-- EXTRACTED ENTRIES --

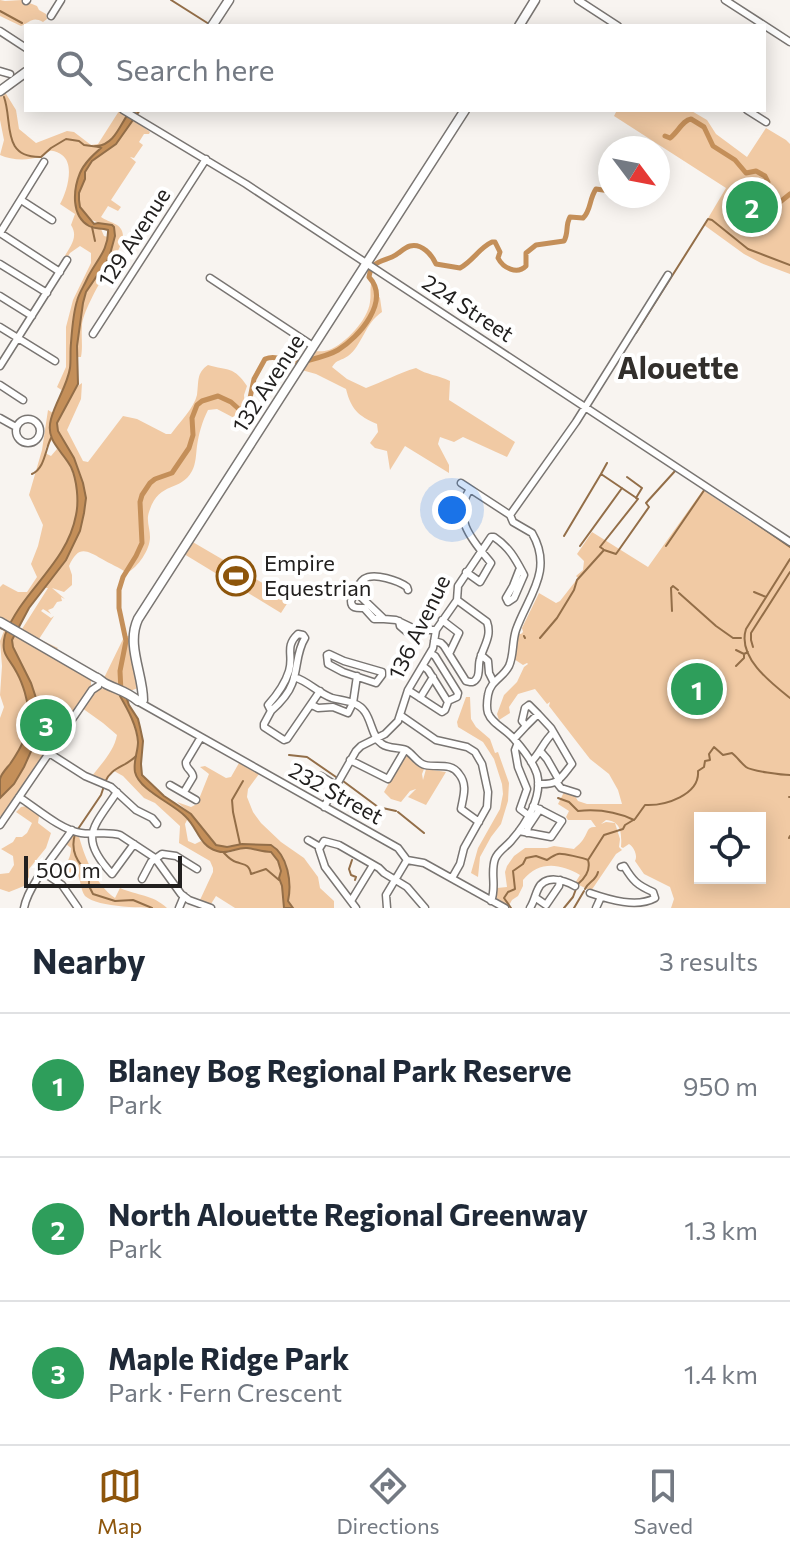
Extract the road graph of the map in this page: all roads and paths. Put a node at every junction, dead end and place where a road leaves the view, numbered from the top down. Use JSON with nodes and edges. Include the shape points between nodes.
{"nodes":[{"id":1,"x":61,"y":0,"type":"edge"},
{"id":2,"x":229,"y":0,"type":"edge"},
{"id":3,"x":535,"y":0,"type":"edge"},
{"id":4,"x":578,"y":0,"type":"edge"},
{"id":5,"x":725,"y":0,"type":"edge"},
{"id":6,"x":51,"y":16,"type":"dead end"},
{"id":7,"x":213,"y":24,"type":"edge"},
{"id":8,"x":520,"y":24,"type":"edge"},
{"id":9,"x":615,"y":24,"type":"edge"},
{"id":10,"x":762,"y":24,"type":"edge"},
{"id":11,"x":766,"y":26,"type":"edge"},
{"id":12,"x":1,"y":32,"type":"edge"},
{"id":13,"x":790,"y":42,"type":"edge"},
{"id":14,"x":24,"y":47,"type":"edge"},
{"id":15,"x":0,"y":71,"type":"edge"},
{"id":16,"x":24,"y":73,"type":"edge"},
{"id":17,"x":10,"y":74,"type":"dead end"},
{"id":18,"x":0,"y":91,"type":"edge"},
{"id":19,"x":125,"y":112,"type":"edge"},
{"id":20,"x":464,"y":112,"type":"edge"},
{"id":21,"x":750,"y":112,"type":"edge"},
{"id":22,"x":766,"y":122,"type":"dead end"},
{"id":23,"x":206,"y":159,"type":"junction"},
{"id":24,"x":44,"y":162,"type":"dead end"},
{"id":25,"x":21,"y":200,"type":"junction"},
{"id":26,"x":52,"y":220,"type":"dead end"},
{"id":27,"x":0,"y":233,"type":"edge"},
{"id":28,"x":67,"y":260,"type":"dead end"},
{"id":29,"x":0,"y":264,"type":"edge"},
{"id":30,"x":370,"y":266,"type":"junction"},
{"id":31,"x":60,"y":272,"type":"junction"},
{"id":32,"x":668,"y":275,"type":"dead end"},
{"id":33,"x":210,"y":278,"type":"dead end"},
{"id":34,"x":47,"y":293,"type":"junction"},
{"id":35,"x":0,"y":296,"type":"edge"},
{"id":36,"x":32,"y":316,"type":"junction"},
{"id":37,"x":0,"y":327,"type":"edge"},
{"id":38,"x":93,"y":334,"type":"dead end"},
{"id":39,"x":18,"y":338,"type":"junction"},
{"id":40,"x":311,"y":350,"type":"junction"},
{"id":41,"x":1,"y":361,"type":"edge"},
{"id":42,"x":55,"y":361,"type":"dead end"},
{"id":43,"x":0,"y":385,"type":"edge"},
{"id":44,"x":23,"y":400,"type":"dead end"},
{"id":45,"x":585,"y":407,"type":"junction"},
{"id":46,"x":0,"y":418,"type":"edge"},
{"id":47,"x":16,"y":427,"type":"dead end"},
{"id":48,"x":461,"y":483,"type":"dead end"},
{"id":49,"x":470,"y":489,"type":"junction"},
{"id":50,"x":510,"y":515,"type":"junction"},
{"id":51,"x":790,"y":542,"type":"edge"},
{"id":52,"x":482,"y":551,"type":"junction"},
{"id":53,"x":520,"y":568,"type":"junction"},
{"id":54,"x":466,"y":572,"type":"junction"},
{"id":55,"x":408,"y":590,"type":"dead end"},
{"id":56,"x":355,"y":594,"type":"junction"},
{"id":57,"x":457,"y":600,"type":"junction"},
{"id":58,"x":384,"y":619,"type":"junction"},
{"id":59,"x":442,"y":620,"type":"junction"},
{"id":60,"x":2,"y":623,"type":"edge"},
{"id":61,"x":436,"y":630,"type":"junction"},
{"id":62,"x":434,"y":641,"type":"junction"},
{"id":63,"x":430,"y":653,"type":"junction"},
{"id":64,"x":449,"y":654,"type":"junction"},
{"id":65,"x":481,"y":655,"type":"junction"},
{"id":66,"x":423,"y":666,"type":"junction"},
{"id":67,"x":357,"y":676,"type":"junction"},
{"id":68,"x":294,"y":677,"type":"junction"},
{"id":69,"x":433,"y":677,"type":"junction"},
{"id":70,"x":493,"y":681,"type":"junction"},
{"id":71,"x":99,"y":683,"type":"junction"},
{"id":72,"x":285,"y":689,"type":"junction"},
{"id":73,"x":408,"y":690,"type":"junction"},
{"id":74,"x":440,"y":690,"type":"junction"},
{"id":75,"x":320,"y":691,"type":"junction"},
{"id":76,"x":138,"y":696,"type":"junction"},
{"id":77,"x":420,"y":698,"type":"junction"},
{"id":78,"x":448,"y":701,"type":"junction"},
{"id":79,"x":353,"y":703,"type":"junction"},
{"id":80,"x":430,"y":704,"type":"junction"},
{"id":81,"x":312,"y":705,"type":"junction"},
{"id":82,"x":538,"y":714,"type":"junction"},
{"id":83,"x":400,"y":715,"type":"junction"},
{"id":84,"x":526,"y":726,"type":"junction"},
{"id":85,"x":553,"y":733,"type":"junction"},
{"id":86,"x":201,"y":737,"type":"junction"},
{"id":87,"x":376,"y":738,"type":"junction"},
{"id":88,"x":516,"y":742,"type":"junction"},
{"id":89,"x":405,"y":750,"type":"junction"},
{"id":90,"x":541,"y":752,"type":"junction"},
{"id":91,"x":49,"y":753,"type":"junction"},
{"id":92,"x":350,"y":760,"type":"junction"},
{"id":93,"x":531,"y":762,"type":"junction"},
{"id":94,"x":321,"y":776,"type":"dead end"},
{"id":95,"x":558,"y":782,"type":"junction"},
{"id":96,"x":538,"y":784,"type":"junction"},
{"id":97,"x":170,"y":785,"type":"dead end"},
{"id":98,"x":337,"y":786,"type":"junction"},
{"id":99,"x":117,"y":792,"type":"junction"},
{"id":100,"x":184,"y":792,"type":"junction"},
{"id":101,"x":577,"y":793,"type":"dead end"},
{"id":102,"x":19,"y":797,"type":"junction"},
{"id":103,"x":196,"y":800,"type":"dead end"},
{"id":104,"x":324,"y":807,"type":"junction"},
{"id":105,"x":537,"y":808,"type":"junction"},
{"id":106,"x":528,"y":815,"type":"junction"},
{"id":107,"x":1,"y":820,"type":"edge"},
{"id":108,"x":479,"y":822,"type":"junction"},
{"id":109,"x":157,"y":824,"type":"dead end"},
{"id":110,"x":72,"y":830,"type":"junction"},
{"id":111,"x":519,"y":831,"type":"junction"},
{"id":112,"x":92,"y":833,"type":"junction"},
{"id":113,"x":527,"y":833,"type":"junction"},
{"id":114,"x":308,"y":840,"type":"dead end"},
{"id":115,"x":134,"y":844,"type":"junction"},
{"id":116,"x":322,"y":844,"type":"junction"},
{"id":117,"x":155,"y":858,"type":"junction"},
{"id":118,"x":407,"y":860,"type":"junction"},
{"id":119,"x":373,"y":865,"type":"junction"},
{"id":120,"x":197,"y":869,"type":"dead end"},
{"id":121,"x":43,"y":872,"type":"junction"},
{"id":122,"x":629,"y":876,"type":"dead end"},
{"id":123,"x":452,"y":878,"type":"junction"},
{"id":124,"x":142,"y":879,"type":"dead end"},
{"id":125,"x":395,"y":880,"type":"junction"},
{"id":126,"x":560,"y":880,"type":"junction"},
{"id":127,"x":575,"y":886,"type":"dead end"},
{"id":128,"x":590,"y":893,"type":"dead end"},
{"id":129,"x":184,"y":896,"type":"junction"},
{"id":130,"x":601,"y":897,"type":"junction"},
{"id":131,"x":536,"y":898,"type":"junction"},
{"id":132,"x":490,"y":900,"type":"junction"},
{"id":133,"x":351,"y":901,"type":"junction"},
{"id":134,"x":24,"y":908,"type":"edge"},
{"id":135,"x":78,"y":908,"type":"edge"},
{"id":136,"x":179,"y":908,"type":"edge"},
{"id":137,"x":211,"y":908,"type":"edge"},
{"id":138,"x":356,"y":908,"type":"edge"},
{"id":139,"x":387,"y":908,"type":"edge"},
{"id":140,"x":425,"y":908,"type":"edge"},
{"id":141,"x":505,"y":908,"type":"edge"},
{"id":142,"x":530,"y":908,"type":"edge"},
{"id":143,"x":596,"y":908,"type":"edge"}],
"edges":[{"from":1,"to":6,"type":"street"},
{"from":2,"to":7,"type":"main road"},
{"from":3,"to":8,"type":"main road"},
{"from":4,"to":9,"type":"street"},
{"from":5,"to":10,"type":"street"},
{"from":11,"to":13,"type":"street"},
{"from":12,"to":14,"type":"street"},
{"from":15,"to":17,"type":"street"},
{"from":16,"to":18,"type":"main road"},
{"from":19,"to":23,"type":"street","name":"224 Street"},
{"from":20,"to":30,"type":"main road","name":"132 Avenue"},
{"from":21,"to":22,"type":"street"},
{"from":23,"to":30,"type":"street","name":"224 Street"},
{"from":23,"to":38,"type":"street","name":"129 Avenue"},
{"from":24,"to":25,"type":"street"},
{"from":25,"to":26,"type":"street"},
{"from":25,"to":27,"type":"street"},
{"from":27,"to":31,"type":"street"},
{"from":28,"to":31,"type":"street"},
{"from":29,"to":34,"type":"street"},
{"from":30,"to":40,"type":"main road","name":"132 Avenue"},
{"from":30,"to":45,"type":"street","name":"224 Street"},
{"from":31,"to":34,"type":"street"},
{"from":32,"to":45,"type":"street"},
{"from":33,"to":40,"type":"street"},
{"from":34,"to":36,"type":"street"},
{"from":35,"to":36,"type":"street"},
{"from":36,"to":39,"type":"street"},
{"from":37,"to":39,"type":"street"},
{"from":39,"to":41,"type":"street"},
{"from":39,"to":42,"type":"street"},
{"from":40,"to":76,"type":"main road","name":"132 Avenue","via":[[136,622]]},
{"from":43,"to":44,"type":"street"},
{"from":45,"to":50,"type":"street"},
{"from":45,"to":51,"type":"street","name":"224 Street"},
{"from":46,"to":47,"type":"street"},
{"from":48,"to":49,"type":"street"},
{"from":49,"to":50,"type":"street"},
{"from":49,"to":52,"type":"street","via":[[463,515]]},
{"from":50,"to":70,"type":"street","via":[[533,535],[539,573],[508,667]]},
{"from":52,"to":53,"type":"street","name":"136 Avenue","via":[[494,537],[509,548]]},
{"from":52,"to":54,"type":"street","name":"136 Avenue"},
{"from":52,"to":54,"type":"street","via":[[491,563],[480,582]]},
{"from":53,"to":53,"type":"street","via":[[520,587],[508,602],[506,598]]},
{"from":54,"to":57,"type":"street","name":"136 Avenue"},
{"from":55,"to":56,"type":"street","via":[[374,577],[359,584]]},
{"from":56,"to":58,"type":"street"},
{"from":56,"to":58,"type":"street","via":[[355,608]]},
{"from":57,"to":59,"type":"street","name":"136 Avenue"},
{"from":57,"to":65,"type":"street","via":[[489,625]]},
{"from":58,"to":61,"type":"street"},
{"from":59,"to":61,"type":"street","name":"136 Avenue"},
{"from":59,"to":64,"type":"street","via":[[459,635]]},
{"from":60,"to":71,"type":"main road","name":"232 Street"},
{"from":61,"to":62,"type":"street","name":"136 Avenue"},
{"from":62,"to":63,"type":"street","name":"136 Avenue"},
{"from":62,"to":64,"type":"street"},
{"from":63,"to":66,"type":"street","name":"136 Avenue"},
{"from":63,"to":78,"type":"street","via":[[458,693]]},
{"from":64,"to":65,"type":"street","via":[[466,681],[472,682]]},
{"from":65,"to":70,"type":"street"},
{"from":66,"to":69,"type":"street"},
{"from":66,"to":73,"type":"street","name":"136 Avenue"},
{"from":67,"to":67,"type":"street","via":[[328,664],[327,655],[383,674],[377,683]]},
{"from":67,"to":79,"type":"street"},
{"from":68,"to":72,"type":"street"},
{"from":68,"to":72,"type":"street","via":[[302,634],[289,645]]},
{"from":68,"to":75,"type":"street"},
{"from":69,"to":74,"type":"street"},
{"from":69,"to":77,"type":"street"},
{"from":70,"to":88,"type":"street","via":[[487,711]]},
{"from":71,"to":76,"type":"main road","name":"232 Street"},
{"from":71,"to":91,"type":"street"},
{"from":72,"to":81,"type":"street","via":[[268,705],[271,711],[264,726],[284,740]]},
{"from":73,"to":77,"type":"street"},
{"from":73,"to":83,"type":"street","name":"136 Avenue"},
{"from":74,"to":78,"type":"street"},
{"from":74,"to":80,"type":"street"},
{"from":75,"to":79,"type":"street"},
{"from":75,"to":81,"type":"street"},
{"from":76,"to":86,"type":"street","name":"232 Street"},
{"from":77,"to":80,"type":"street"},
{"from":78,"to":80,"type":"street","via":[[442,712]]},
{"from":79,"to":81,"type":"street","via":[[345,713]]},
{"from":79,"to":87,"type":"street","via":[[364,710]]},
{"from":82,"to":84,"type":"street"},
{"from":82,"to":84,"type":"street","via":[[526,706]]},
{"from":82,"to":85,"type":"street"},
{"from":83,"to":87,"type":"street","name":"136 Avenue","via":[[391,730]]},
{"from":83,"to":108,"type":"street","via":[[436,740],[467,747],[479,758],[488,799]]},
{"from":84,"to":88,"type":"street"},
{"from":85,"to":90,"type":"street"},
{"from":85,"to":95,"type":"street","via":[[572,764]]},
{"from":86,"to":100,"type":"street","via":[[186,762],[193,777]]},
{"from":86,"to":104,"type":"street","name":"232 Street"},
{"from":87,"to":89,"type":"street","via":[[384,746]]},
{"from":87,"to":92,"type":"street","name":"136 Avenue"},
{"from":88,"to":93,"type":"street"},
{"from":88,"to":106,"type":"street","via":[[527,789],[520,809]]},
{"from":89,"to":92,"type":"street","via":[[388,779]]},
{"from":89,"to":108,"type":"street","via":[[424,765],[458,772],[464,784],[461,809]]},
{"from":90,"to":93,"type":"street"},
{"from":90,"to":95,"type":"street"},
{"from":91,"to":99,"type":"street"},
{"from":91,"to":102,"type":"street"},
{"from":92,"to":98,"type":"street","name":"136 Avenue"},
{"from":93,"to":96,"type":"street"},
{"from":94,"to":98,"type":"street"},
{"from":95,"to":96,"type":"street"},
{"from":95,"to":101,"type":"street"},
{"from":96,"to":105,"type":"street"},
{"from":97,"to":100,"type":"street"},
{"from":98,"to":104,"type":"street","name":"136 Avenue"},
{"from":99,"to":109,"type":"street"},
{"from":99,"to":112,"type":"street"},
{"from":100,"to":103,"type":"street"},
{"from":102,"to":107,"type":"street"},
{"from":102,"to":110,"type":"street"},
{"from":104,"to":118,"type":"street","name":"232 Street","via":[[398,848]]},
{"from":105,"to":106,"type":"street"},
{"from":105,"to":113,"type":"street"},
{"from":105,"to":113,"type":"street","via":[[562,821],[551,837]]},
{"from":106,"to":111,"type":"street"},
{"from":108,"to":123,"type":"street"},
{"from":110,"to":112,"type":"street"},
{"from":110,"to":121,"type":"street"},
{"from":111,"to":113,"type":"street"},
{"from":111,"to":132,"type":"street","via":[[498,853]]},
{"from":112,"to":115,"type":"street","via":[[114,833]]},
{"from":112,"to":115,"type":"street","via":[[93,846],[112,874]]},
{"from":114,"to":116,"type":"street"},
{"from":115,"to":117,"type":"street"},
{"from":116,"to":119,"type":"street","via":[[339,845]]},
{"from":116,"to":133,"type":"street","via":[[319,852],[325,867]]},
{"from":117,"to":120,"type":"street","via":[[171,854]]},
{"from":117,"to":124,"type":"street"},
{"from":117,"to":129,"type":"street"},
{"from":118,"to":123,"type":"street","name":"232 Street"},
{"from":118,"to":125,"type":"street"},
{"from":119,"to":125,"type":"street"},
{"from":119,"to":133,"type":"street"},
{"from":121,"to":134,"type":"street"},
{"from":121,"to":135,"type":"street"},
{"from":122,"to":130,"type":"street","via":[[656,899],[631,904]]},
{"from":123,"to":132,"type":"street","name":"232 Street"},
{"from":125,"to":139,"type":"street","via":[[386,895]]},
{"from":125,"to":140,"type":"street"},
{"from":126,"to":127,"type":"street"},
{"from":126,"to":131,"type":"street","via":[[546,881]]},
{"from":126,"to":131,"type":"street","via":[[546,905]]},
{"from":128,"to":130,"type":"street"},
{"from":129,"to":136,"type":"street"},
{"from":129,"to":137,"type":"street"},
{"from":130,"to":143,"type":"street"},
{"from":131,"to":142,"type":"street"},
{"from":132,"to":141,"type":"street","name":"232 Street"},
{"from":133,"to":138,"type":"street"}]}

-- WHAT IS NEEDED --
Which lines above contain the word "main"? Copy each of them.

-- RESPONSE AREA --
{"from":2,"to":7,"type":"main road"},
{"from":3,"to":8,"type":"main road"},
{"from":16,"to":18,"type":"main road"},
{"from":20,"to":30,"type":"main road","name":"132 Avenue"},
{"from":30,"to":40,"type":"main road","name":"132 Avenue"},
{"from":40,"to":76,"type":"main road","name":"132 Avenue","via":[[136,622]]},
{"from":60,"to":71,"type":"main road","name":"232 Street"},
{"from":71,"to":76,"type":"main road","name":"232 Street"},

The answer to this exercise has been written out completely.